By the time John Dingell and Henry Waxman leave Congress at the end of this session, they will have served just a few months shy of 100 years combined from their seats in Michigan and California.
Their simultaneous parting makes sense as each served as the other’s foil for so long. For decades, their congressional careers intertwined in tense power struggles, a mingling I had the chance to see up close in the late 1980s and early 1990s. During work on the Clean Air Act Amendments of 1990, I had the honor of being cursed out by Chairman Dingell, making him the second most powerful politician ever to have let me know in strident tone and content that I didn’t have the right to challenge a point of fact as he stated it. Despite this, I admired his dedication and commitment to his cause. From Chairman Waxman and some of his staff, I learned that when you argue from the far left, the self-presumption that your motives are pristine allows for fudging in methods of achieving one’s objectives. It’s a lesson I’ve never agreed with, but never forgotten in coming to my own conclusions on right and wrong in politics and policy.
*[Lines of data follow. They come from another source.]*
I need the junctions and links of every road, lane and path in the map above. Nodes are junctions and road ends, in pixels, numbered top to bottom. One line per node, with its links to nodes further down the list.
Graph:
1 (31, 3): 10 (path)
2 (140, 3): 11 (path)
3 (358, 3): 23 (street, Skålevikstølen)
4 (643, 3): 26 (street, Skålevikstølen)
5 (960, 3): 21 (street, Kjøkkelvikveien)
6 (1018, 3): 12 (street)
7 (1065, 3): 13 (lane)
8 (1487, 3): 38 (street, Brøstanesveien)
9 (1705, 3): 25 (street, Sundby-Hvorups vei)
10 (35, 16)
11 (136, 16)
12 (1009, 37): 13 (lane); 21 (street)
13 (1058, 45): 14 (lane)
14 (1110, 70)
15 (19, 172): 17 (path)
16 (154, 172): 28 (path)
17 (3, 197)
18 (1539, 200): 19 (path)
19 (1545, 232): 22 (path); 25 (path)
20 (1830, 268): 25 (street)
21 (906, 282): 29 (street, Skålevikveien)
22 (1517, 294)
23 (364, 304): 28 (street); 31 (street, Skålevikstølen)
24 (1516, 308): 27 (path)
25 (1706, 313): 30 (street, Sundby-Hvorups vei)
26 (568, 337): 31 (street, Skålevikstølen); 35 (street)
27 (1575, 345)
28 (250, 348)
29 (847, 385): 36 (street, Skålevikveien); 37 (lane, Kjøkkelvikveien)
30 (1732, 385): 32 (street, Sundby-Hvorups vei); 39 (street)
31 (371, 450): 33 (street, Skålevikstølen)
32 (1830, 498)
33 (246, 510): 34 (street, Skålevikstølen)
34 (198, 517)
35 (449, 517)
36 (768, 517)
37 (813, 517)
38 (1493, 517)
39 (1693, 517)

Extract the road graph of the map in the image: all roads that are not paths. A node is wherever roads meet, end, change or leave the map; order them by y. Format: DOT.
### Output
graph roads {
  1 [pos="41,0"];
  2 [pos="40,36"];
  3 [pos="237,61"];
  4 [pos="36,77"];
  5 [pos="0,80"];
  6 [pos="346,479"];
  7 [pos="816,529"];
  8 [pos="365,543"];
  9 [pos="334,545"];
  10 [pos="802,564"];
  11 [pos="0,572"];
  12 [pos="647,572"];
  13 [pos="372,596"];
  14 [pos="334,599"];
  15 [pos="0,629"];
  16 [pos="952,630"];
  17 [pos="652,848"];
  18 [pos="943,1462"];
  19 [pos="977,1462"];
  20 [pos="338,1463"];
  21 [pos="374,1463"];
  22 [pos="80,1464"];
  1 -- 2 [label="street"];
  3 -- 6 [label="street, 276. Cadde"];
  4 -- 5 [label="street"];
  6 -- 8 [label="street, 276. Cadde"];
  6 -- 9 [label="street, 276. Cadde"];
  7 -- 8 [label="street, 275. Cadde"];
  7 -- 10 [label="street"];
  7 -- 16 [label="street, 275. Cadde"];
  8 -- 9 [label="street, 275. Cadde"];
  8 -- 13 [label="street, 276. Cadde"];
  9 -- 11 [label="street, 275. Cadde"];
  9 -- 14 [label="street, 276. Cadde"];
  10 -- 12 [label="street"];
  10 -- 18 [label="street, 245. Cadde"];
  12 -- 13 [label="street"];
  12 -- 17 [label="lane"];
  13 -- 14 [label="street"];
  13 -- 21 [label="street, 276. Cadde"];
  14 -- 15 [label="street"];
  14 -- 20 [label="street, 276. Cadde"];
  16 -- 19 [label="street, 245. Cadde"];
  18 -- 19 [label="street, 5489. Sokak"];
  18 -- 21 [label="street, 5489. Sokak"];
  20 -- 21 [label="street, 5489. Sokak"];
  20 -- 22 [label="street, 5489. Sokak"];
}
During their decades and decades and decades of service, there is no doubt that Congressmen Dingell and Waxman did great good at times. There’s equally no doubt that extensive attentiveness to protecting committee jurisdiction, engagement in personal disputes and long-ago separation from the realities of daily American life led to less-than-optimal policies at others. I’m grateful for the chance to have watched them work together more than two decades ago, when they showed an ability to put aside personal power struggles long enough to reach agreements on significant legislation.
I’m glad they are going together. It’s only right. Dingell and Waxman belong together as much as Oscar and Felix from The Odd Couple.
This unlikely pair might not be the best example of why we need a political system with fewer incumbent advantages, but you can’t look at nearly 100 years for two congressmen and say we have the ideal system for electing citizen legislators. I hope we will fix our political system so legislators stop seeing Washington, D.C. as their true home.
After all, centuries should be celebrated by nations, not elected officials.